Woman who stabbed wife and torched her car goes to prison, SC prosecutor says
A South Carolina woman is in prison after recently pleading guilty to stabbing her wife over and over then setting her car on fire, according to the 9th Circuit Solicitor’s Office.
Before her trial was set to begin, 28-year-old Lyric Whitfield pleaded guilty to attempted murder and third-degree arson charges, the solicitor’s office said in a news release.
Judge Charles McCutchen sentenced Whitfield to 20 years, suspended to 12 years, in a South Carolina Department of Corrections prison, according to the release.
The charges stem from a 2021 attack on Rondoshia Holmes that began inside of her car, the solicitor’s office said.
Holmes survived being stabbed 25 times in her head, neck, chest, arms and hands when she was attacked by Whitfield and her co-defendant, Desiree Brown, according to the release.
The attack happened June 18, 2021, when Holmes and Whitfield were married but separated, the solicitor’s office said.
Holmes didn’t know that Whitfield and Brown had met on the website Plenty of Fish and developed a relationship, according to the release. During Whitfield and Brown’s relationship, they regularly disparaged Holmes and discussed plans “to go after her,” the solicitor’s office said.
On the day of the attack, Holmes believed she was riding to a convenience store with Brown driving and Whitfield sitting behind her, according to the release. When she was attacked, Holmes was stabbed multiple times from behind, the solicitor’s office said.
Holmes jumped from the moving vehicle and sustained fractures in her arms before Brown stopped the vehicle, continued to stab Holmes, and stole her phone to keep her from calling for help, according to the release. Whitfield and Brown then left a bleeding Holmes in a dimly lit warehouse district in North Charleston, according to the solicitor’s office.
“Thankfully, a good Samaritan saw” Holmes in the road and stopped to call emergency responders for help, the solicitor’s office said.
Brown and Whitfield then took Holmes’ car to a wooded area where they abandoned the vehicle after dousing papers in lighter fluid and tried to burn the vehicle, according to the release. Law enforcement officers recovered the vehicle, which still contained blood from the stabbing, the solicitor’s office said.
A digital forensic examination located conversations between Whitfield and Brown in the hours after the attack on Holmes, as they were searching for news stories about a “person stabbed over twenty times,” and chatter about deleting all of their communications, according to the release.
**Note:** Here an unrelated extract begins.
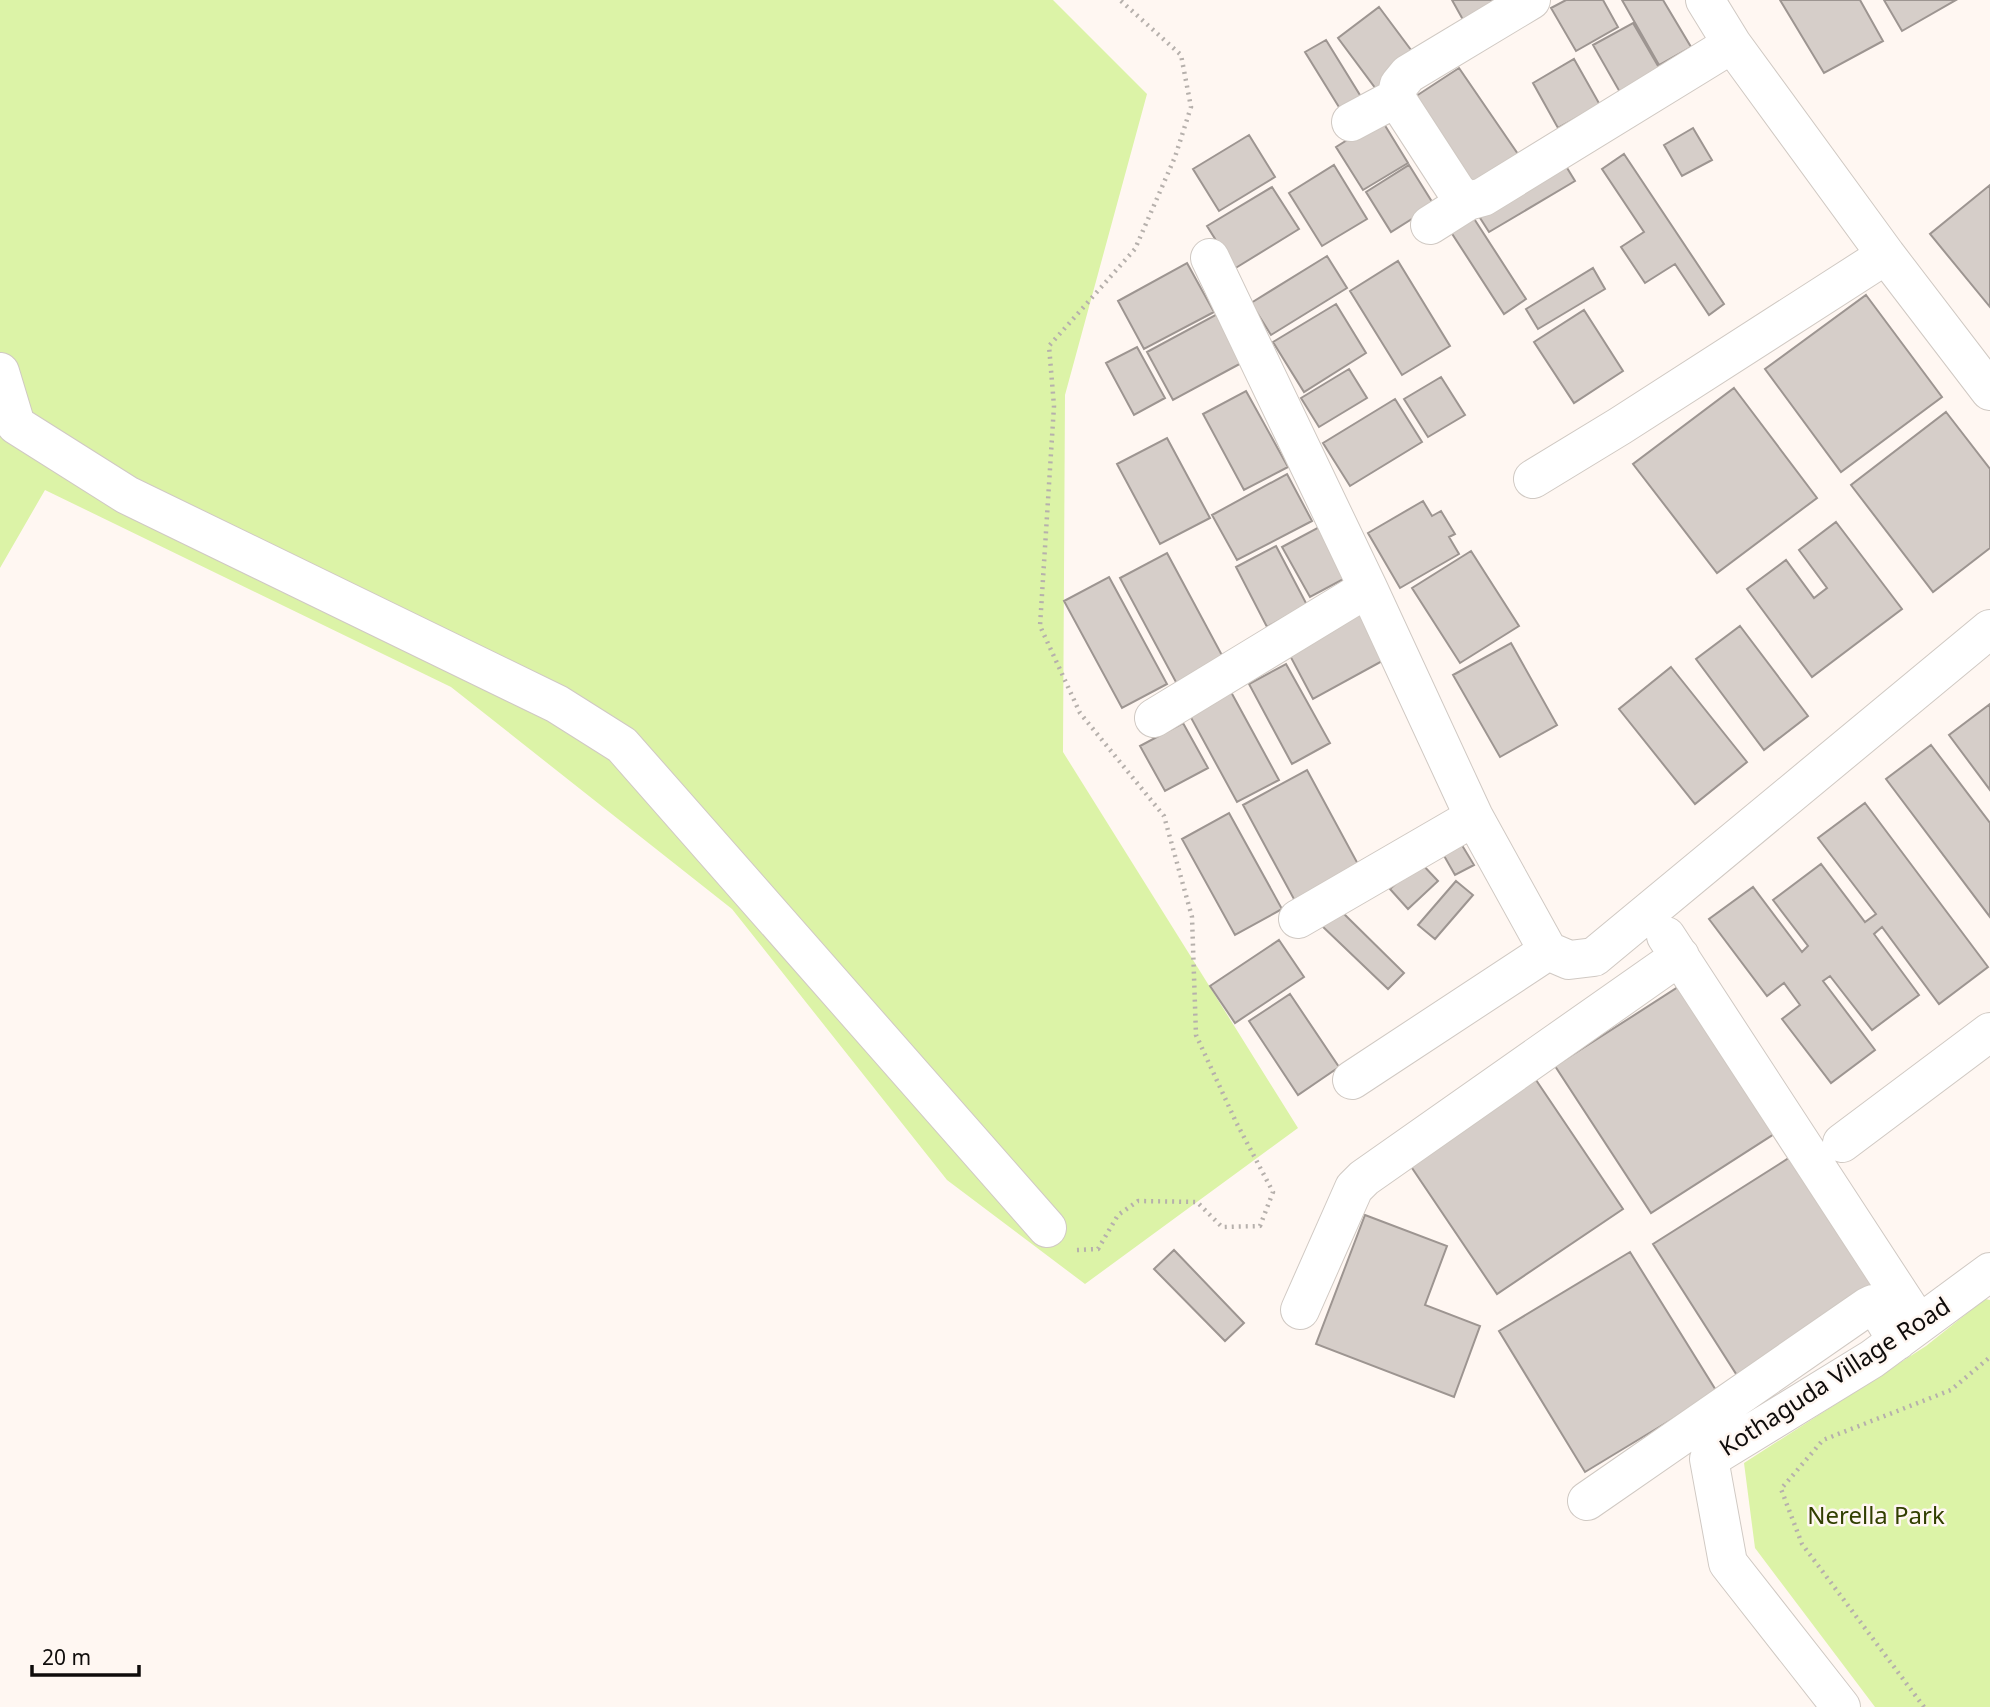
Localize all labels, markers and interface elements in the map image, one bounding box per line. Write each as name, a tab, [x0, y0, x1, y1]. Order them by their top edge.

When North Charleston Police Department Detective Jennifer Butler interviewed Whitfield, she waived her constitutional rights and admitted that she initiated the stabbing of Holmes inside the vehicle, the solicitor’s office said. Whitfield also said that she brought lighter fluid from her house to burn the vehicle, according to the release.
Whitfield was arrested June 25, 2021 and was denied bond, Charleston County court records show. The solicitor’s office said that Whitfield remained locked up the entire time before pleading guilty, and on May 8 she was admitted into the Graham Correctional Institution in Columbia, prison records show.
Whitfield’s prison sentence will be followed by 5 years of probation, the solicitor’s office said.
Brown pleaded guilty in August 2022 and was sentenced to 20 years in prison, according to the solicitor’s office. In addition to attempted murder and third-degree arson charges, Brown also pleaded guilty to a count of first-degree domestic violence, prison records show. Brown — who is serving concurrent 20, 15 and 10 year prison sentences for the respective crimes — is currently being held in Leath Correctional Institution and is projected to be released in June 2038, according to prison records.
Current information on Holmes’ physical condition was not available, but prosecutors commended “her strength, composure and impact statements,” the solicitor’s office said.
Assistant Solicitors Jordan Norvell and Andrew Hulshult led the prosecution in Whitfield’s case, according to the release. Mary Eliza Joye was listed as Whitfield’s attorney, court records show.